VARSOVIE: La Cour de justice de l'Union européenne (CJUE) UE a rejeté jeudi le recours de la Pologne contre 68,5 millions d'euros d'astreintes accumulées depuis le refus de Varsovie de mettre fin à l'extraction de lignite dans une énorme mine proche des frontières avec la République tchèque et l'Allemagne.

"La Cour de justice rejette le pourvoi de la Pologne contre l'arrêt du Tribunal concernant l'annulation des astreintes journalières infligées dans l'affaire de la mine de Turów", selon un communiqué de presse officiel dans lequel la CJUE insiste sur son souhait de "garantir l'application effective du droit de l'Union dans l'intérêt général".

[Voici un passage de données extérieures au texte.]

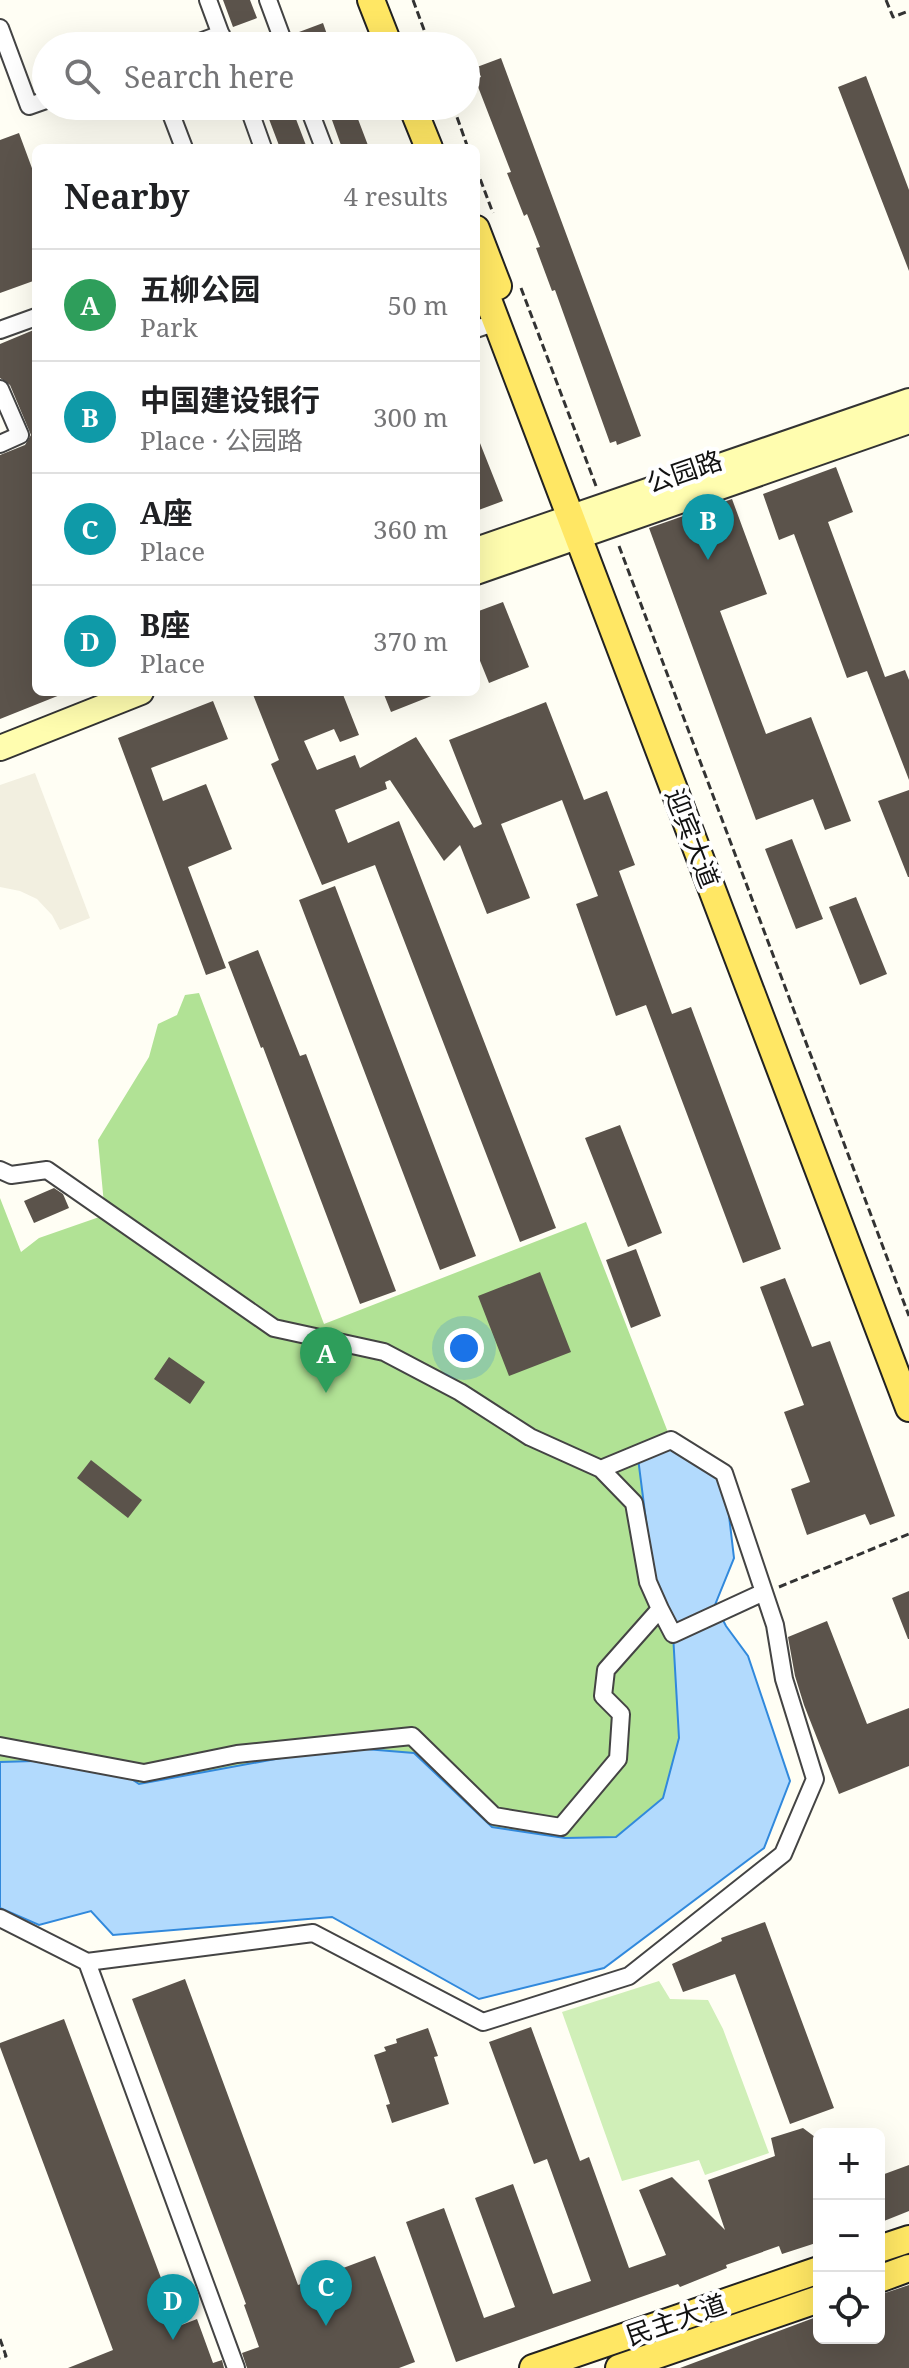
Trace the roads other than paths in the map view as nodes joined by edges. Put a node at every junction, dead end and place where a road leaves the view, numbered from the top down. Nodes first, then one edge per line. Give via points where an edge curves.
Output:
1 (208, 0) edge
2 (268, 0) edge
3 (371, 0) edge
4 (389, 0) edge
5 (0, 28) edge
6 (220, 32) edge
7 (280, 32) edge
8 (384, 32) edge
9 (401, 32) edge
10 (32, 105) edge
11 (173, 120) edge
12 (253, 120) edge
13 (313, 120) edge
14 (418, 120) edge
15 (434, 120) edge
16 (182, 144) edge
17 (262, 144) edge
18 (322, 144) edge
19 (427, 144) edge
20 (443, 144) edge
21 (484, 220) edge
22 (480, 289) edge
23 (32, 318) edge
24 (487, 326) edge
25 (0, 330) edge
26 (0, 389) edge
27 (909, 401) edge
28 (909, 421) edge
29 (0, 444) edge
30 (590, 521) junction
31 (480, 549) edge
32 (480, 570) edge
33 (99, 696) edge
34 (131, 696) edge
35 (0, 737) edge
36 (0, 748) edge
37 (0, 1170) edge
38 (909, 1365) edge
39 (909, 1408) edge
40 (601, 1469) junction
41 (764, 1592) junction
42 (660, 1609) junction
43 (0, 1746) edge
44 (0, 1918) edge
45 (87, 1962) junction
46 (909, 2239) edge
47 (885, 2247) edge
48 (909, 2268) edge
49 (813, 2272) edge
50 (885, 2277) edge
51 (813, 2301) edge
52 (236, 2368) edge
53 (533, 2368) edge
54 (619, 2368) edge

1 - 6 street
2 - 7 street
3 - 8 main road
4 - 9 main road
5 - 10 street
11 - 16 street
12 - 17 street
13 - 18 street
14 - 19 main road
15 - 20 main road
21 - 30 main road, 迎宾大道
22 - 24 main road, 迎宾大道
23 - 25 street
24 - 30 main road, 迎宾大道
26 - 29 street via 20,435
27 - 30 street
28 - 30 street, 公园路
30 - 31 street
30 - 32 street, 公园路
30 - 38 main road, 迎宾大道
30 - 39 main road, 迎宾大道
33 - 35 street
34 - 36 street
37 - 40 street via 11,1175 47,1170 274,1328 384,1352 530,1437
40 - 41 street via 671,1440 724,1473
40 - 42 street via 634,1503 648,1582
41 - 42 street via 673,1634
41 - 45 street via 815,1779 783,1854 629,1976 483,2022 313,1933
42 - 43 street via 606,1670 603,1696 621,1714 618,1759 561,1827 494,1816 412,1736 237,1754 144,1773
44 - 45 street
45 - 52 street
46 - 47 main road
48 - 50 main road
49 - 53 main road, 民主大道
51 - 54 main road, 民主大道

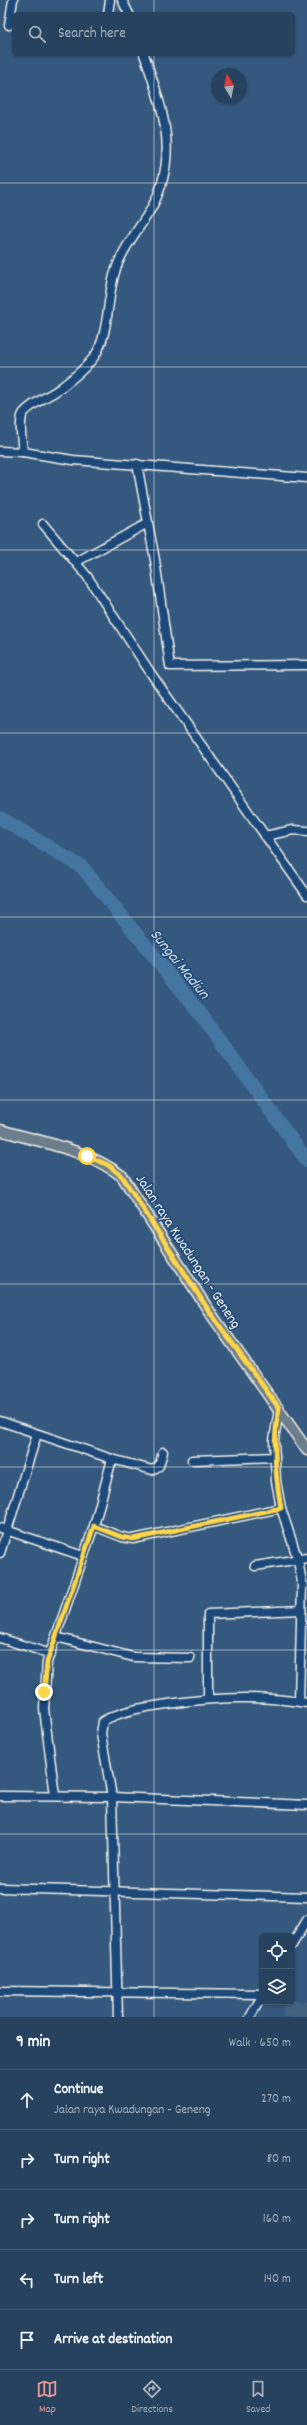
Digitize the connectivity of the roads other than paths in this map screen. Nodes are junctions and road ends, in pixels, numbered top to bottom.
1 (13, 0) edge
2 (110, 0) edge
3 (122, 0) edge
4 (108, 12) edge
5 (129, 12) edge
6 (9, 25) dead end
7 (145, 56) edge
8 (0, 451) edge
9 (23, 452) junction
10 (137, 464) junction
11 (307, 478) edge
12 (148, 523) junction
13 (43, 524) dead end
14 (76, 562) junction
15 (307, 665) edge
16 (307, 671) edge
17 (307, 831) edge
18 (265, 836) junction
19 (307, 895) edge
20 (0, 1130) edge
21 (279, 1408) junction
22 (0, 1422) edge
23 (37, 1434) junction
24 (307, 1450) edge
25 (163, 1452) dead end
26 (275, 1456) junction
27 (112, 1459) junction
28 (192, 1460) dead end
29 (281, 1508) junction
30 (94, 1526) junction
31 (4, 1529) edge
32 (0, 1553) edge
33 (83, 1556) junction
34 (307, 1558) edge
35 (298, 1560) junction
36 (255, 1566) dead end
37 (301, 1610) junction
38 (56, 1637) junction
39 (0, 1638) edge
40 (51, 1654) junction
41 (190, 1658) dead end
42 (304, 1662) edge
43 (208, 1698) junction
44 (303, 1702) edge
45 (0, 1796) edge
46 (55, 1796) junction
47 (112, 1797) junction
48 (307, 1805) edge
49 (0, 1888) edge
50 (113, 1891) junction
51 (307, 1897) edge
52 (307, 1920) edge
53 (295, 1940) edge
54 (0, 1991) edge
55 (117, 1994) junction
56 (259, 1995) edge
57 (259, 2000) edge
58 (118, 2017) edge
59 (250, 2017) edge

1 - 6 street
2 - 4 street
3 - 5 street
7 - 9 street
8 - 9 street
9 - 10 street
10 - 11 street
10 - 12 street
12 - 14 street
12 - 15 street
13 - 14 street
14 - 18 street
15 - 16 street
17 - 18 street
18 - 19 street
20 - 21 main road, Jalan raya Kwadungan - Geneng
21 - 24 main road, Jalan raya Kwadungan - Geneng
21 - 26 street
22 - 23 street
23 - 27 street
23 - 31 street
25 - 27 street
26 - 28 street
26 - 29 street
27 - 30 street
29 - 30 street
29 - 35 street
30 - 33 street
31 - 32 street
31 - 33 street
33 - 38 street
34 - 35 street
35 - 36 street
35 - 37 street
37 - 42 street
37 - 43 street
38 - 40 street
38 - 41 street
39 - 40 street
40 - 46 street
42 - 44 street
43 - 44 street
43 - 47 street
45 - 46 street
46 - 47 street
47 - 48 street
47 - 50 street
49 - 50 street
50 - 51 street
50 - 55 street
52 - 53 street
54 - 55 street
55 - 56 street
55 - 58 street
57 - 59 street

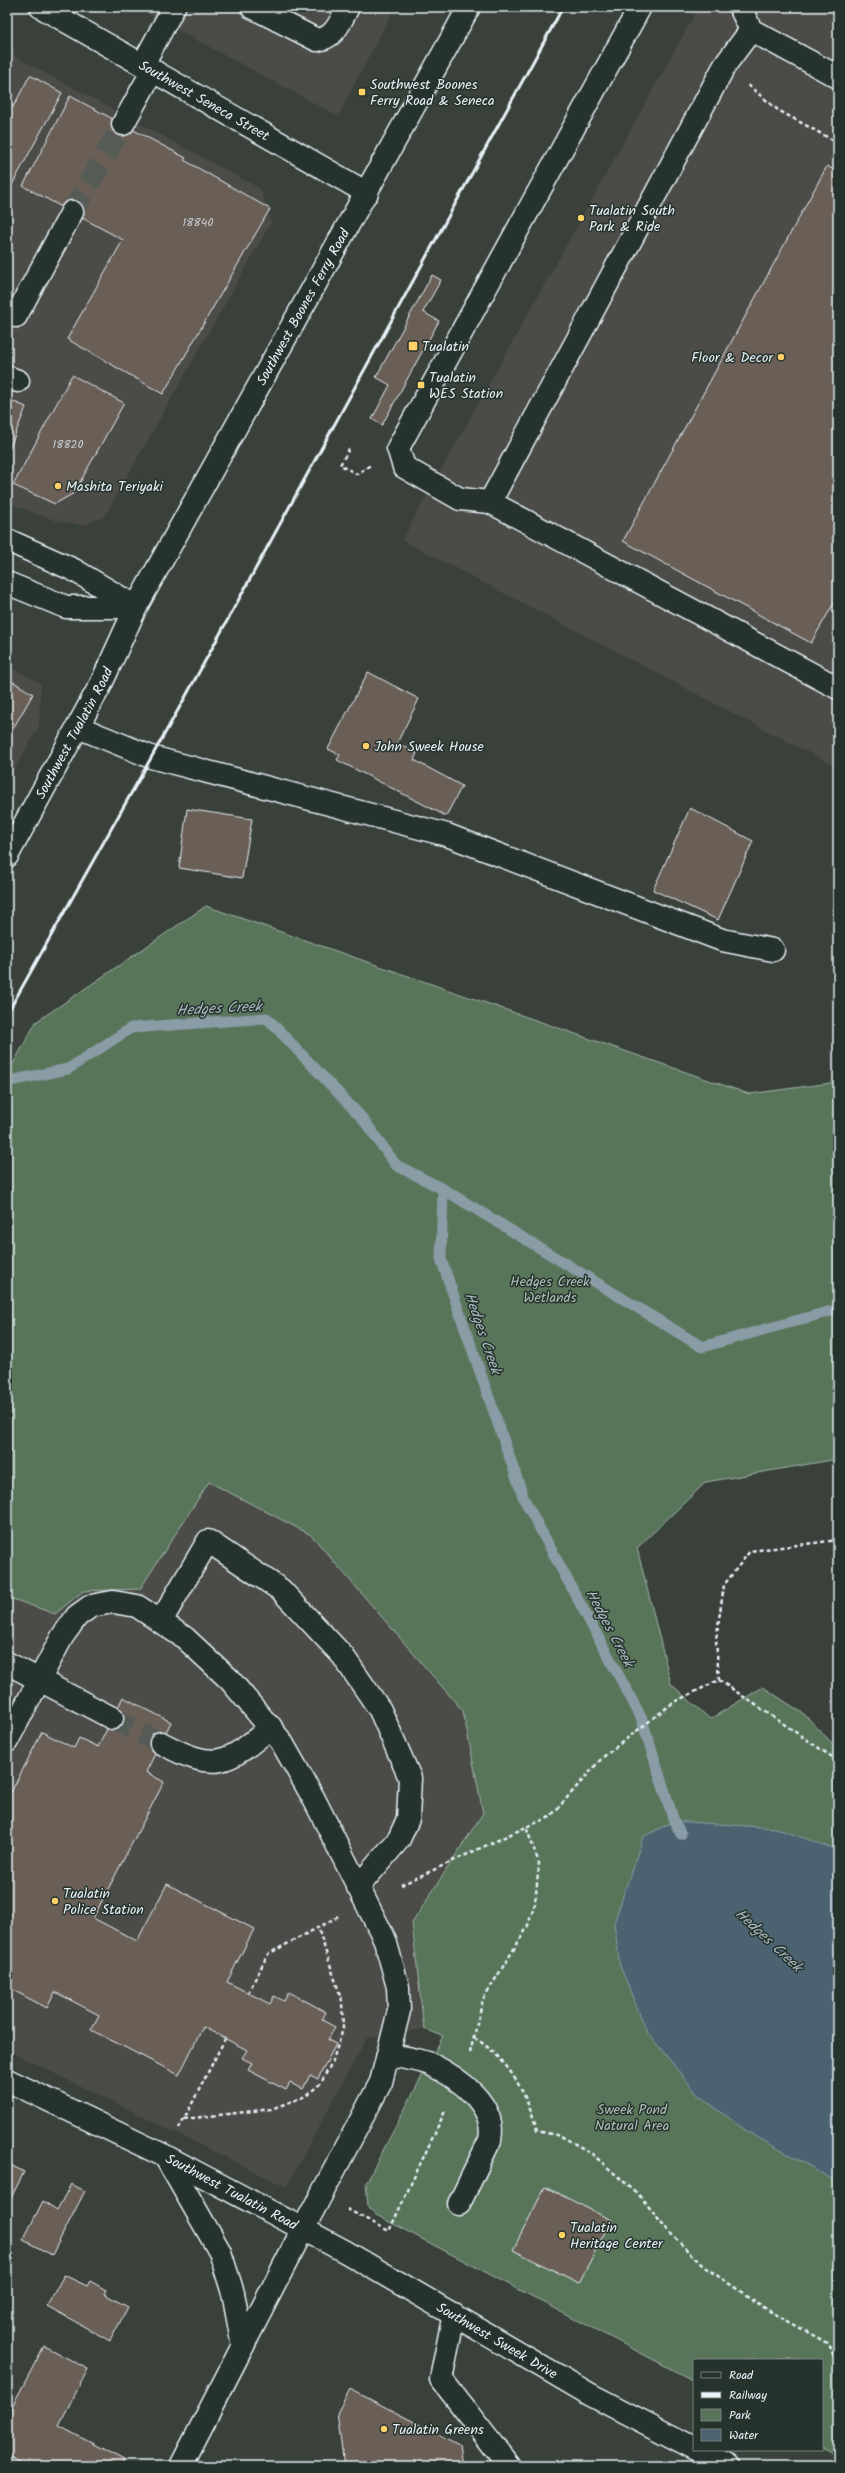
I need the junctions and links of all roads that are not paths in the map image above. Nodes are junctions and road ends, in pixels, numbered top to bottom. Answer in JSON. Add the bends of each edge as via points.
{"nodes":[{"id":1,"x":41,"y":7,"type":"edge"},
{"id":2,"x":174,"y":7,"type":"edge"},
{"id":3,"x":252,"y":7,"type":"edge"},
{"id":4,"x":348,"y":7,"type":"edge"},
{"id":5,"x":469,"y":7,"type":"edge"},
{"id":6,"x":640,"y":7,"type":"edge"},
{"id":7,"x":741,"y":7,"type":"edge"},
{"id":8,"x":751,"y":30,"type":"junction"},
{"id":9,"x":148,"y":67,"type":"junction"},
{"id":10,"x":838,"y":77,"type":"edge"},
{"id":11,"x":123,"y":124,"type":"tunnel mouth"},
{"id":12,"x":367,"y":193,"type":"junction"},
{"id":13,"x":72,"y":212,"type":"tunnel mouth"},
{"id":14,"x":16,"y":316,"type":"dead end"},
{"id":15,"x":490,"y":502,"type":"junction"},
{"id":16,"x":7,"y":540,"type":"edge"},
{"id":17,"x":7,"y":583,"type":"edge"},
{"id":18,"x":136,"y":607,"type":"junction"},
{"id":19,"x":838,"y":688,"type":"edge"},
{"id":20,"x":78,"y":727,"type":"junction"},
{"id":21,"x":7,"y":856,"type":"edge"},
{"id":22,"x":773,"y":950,"type":"dead end"},
{"id":23,"x":161,"y":1621,"type":"junction"},
{"id":24,"x":7,"y":1663,"type":"edge"},
{"id":25,"x":39,"y":1680,"type":"junction"},
{"id":26,"x":112,"y":1718,"type":"tunnel mouth"},
{"id":27,"x":271,"y":1727,"type":"junction"},
{"id":28,"x":7,"y":1742,"type":"edge"},
{"id":29,"x":161,"y":1743,"type":"tunnel mouth"},
{"id":30,"x":358,"y":1887,"type":"junction"},
{"id":31,"x":388,"y":2055,"type":"junction"},
{"id":32,"x":7,"y":2080,"type":"edge"},
{"id":33,"x":165,"y":2156,"type":"junction"},
{"id":34,"x":459,"y":2204,"type":"dead end"},
{"id":35,"x":303,"y":2230,"type":"junction"},
{"id":36,"x":454,"y":2314,"type":"junction"},
{"id":37,"x":243,"y":2346,"type":"junction"},
{"id":38,"x":693,"y":2447,"type":"edge"},
{"id":39,"x":700,"y":2451,"type":"edge"},
{"id":40,"x":181,"y":2466,"type":"edge"},
{"id":41,"x":508,"y":2466,"type":"edge"},
{"id":42,"x":729,"y":2466,"type":"edge"}],
"edges":[{"from":1,"to":9,"type":"main road","name":"Southwest Seneca Street"},
{"from":2,"to":9,"type":"main road"},
{"from":3,"to":4,"type":"main road","via":[[317,40],[326,39],[336,31]]},
{"from":5,"to":12,"type":"main road","name":"Southwest Boones Ferry Road"},
{"from":6,"to":15,"type":"main road","via":[[398,448],[404,468],[460,499]]},
{"from":7,"to":8,"type":"main road"},
{"from":8,"to":10,"type":"main road"},
{"from":8,"to":15,"type":"main road","via":[[725,65]]},
{"from":9,"to":11,"type":"main road"},
{"from":9,"to":12,"type":"main road","name":"Southwest Seneca Street"},
{"from":12,"to":18,"type":"main road","name":"Southwest Boones Ferry Road"},
{"from":13,"to":14,"type":"main road"},
{"from":15,"to":19,"type":"main road"},
{"from":16,"to":18,"type":"main road","via":[[74,570]]},
{"from":17,"to":18,"type":"main road","via":[[66,607]]},
{"from":18,"to":20,"type":"main road","name":"Southwest Tualatin Road"},
{"from":20,"to":21,"type":"main road","name":"Southwest Tualatin Road"},
{"from":20,"to":22,"type":"main road","via":[[151,757],[447,835],[722,940]]},
{"from":23,"to":25,"type":"main road","via":[[137,1606],[113,1602],[91,1606],[77,1616],[62,1637]]},
{"from":23,"to":27,"type":"main road","via":[[185,1638],[230,1680]]},
{"from":23,"to":30,"type":"main road","via":[[208,1541],[281,1590],[344,1656],[380,1710],[410,1778],[408,1819],[402,1832]]},
{"from":24,"to":25,"type":"main road"},
{"from":25,"to":26,"type":"main road"},
{"from":25,"to":28,"type":"main road"},
{"from":27,"to":29,"type":"main road","via":[[242,1752],[224,1761],[204,1761]]},
{"from":27,"to":30,"type":"main road","via":[[314,1799]]},
{"from":30,"to":31,"type":"main road","via":[[384,1940],[398,1987],[399,2011]]},
{"from":31,"to":34,"type":"main road","via":[[430,2064],[477,2097],[490,2118],[492,2129],[484,2155]]},
{"from":31,"to":35,"type":"main road","via":[[381,2082]]},
{"from":32,"to":33,"type":"main road","name":"Southwest Tualatin Road"},
{"from":33,"to":35,"type":"main road","name":"Southwest Tualatin Road"},
{"from":33,"to":37,"type":"main road","via":[[220,2252],[233,2293]]},
{"from":35,"to":36,"type":"main road","name":"Southwest Sweek Drive"},
{"from":35,"to":37,"type":"main road","name":"Southwest Tualatin Road"},
{"from":36,"to":38,"type":"main road","name":"Southwest Sweek Drive","via":[[591,2395]]},
{"from":36,"to":41,"type":"main road","via":[[441,2379]]},
{"from":37,"to":40,"type":"main road","name":"Southwest Tualatin Road"},
{"from":39,"to":42,"type":"main road"}]}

La mine polonaise, qui s'étend à ciel ouvert sur plus de 10 kilomètres le long des deux zones frontalières, suscite des tensions avec ses voisins qui lui reprochent d'abaisser le niveau des nappes phréatiques et de polluer l'environnement.

En 2021, la République tchèque avait porté l'affaire devant la CJUE.

La mine Turow a été sommée de cesser ses activités, mais l'ancien gouvernement polonais nationaliste n'a pas obtempéré et, en conséquence, Varsovie a été condamné par Bruxelles à une astreinte de 500.000 euros par jour.

Selon le gouvernement, la fermeture de la mine compromettrait la sécurité énergétique du pays.

En 2022, moyennant un engagement à des investissements importants dans la protection de l'environnement, la Pologne est parvenue finalement à un accord amiable avec la République tchèque.

Cependant la Commission européenne a sommé Varsovie de verser environ 68,5 M EUR, soit l'équivalent des astreintes journalières cumulées avant la conclusion de l'accord avec Prague.

Face au nouveau refus polonais, Bruxelles a prélevé les sommes dues dans les fonds européens destinés à Varsovie, une démarche alors inédite.

"L'accord amiable conclu entre la République tchèque et la Pologne n'a pas supprimé rétroactivement les astreintes ordonnées en référé", a expliqué jeudi la CJUE.

Selon la Cour européenne, les astreintes gardent "un caractère préventif et non répressif, contrairement à ce que prétendait la Pologne".

"L'obligation de payer l'astreinte journalière, versée au budget de l'Union, vise à assurer le respect des mesures provisoires déjà ordonnées", a insisté la CJUE.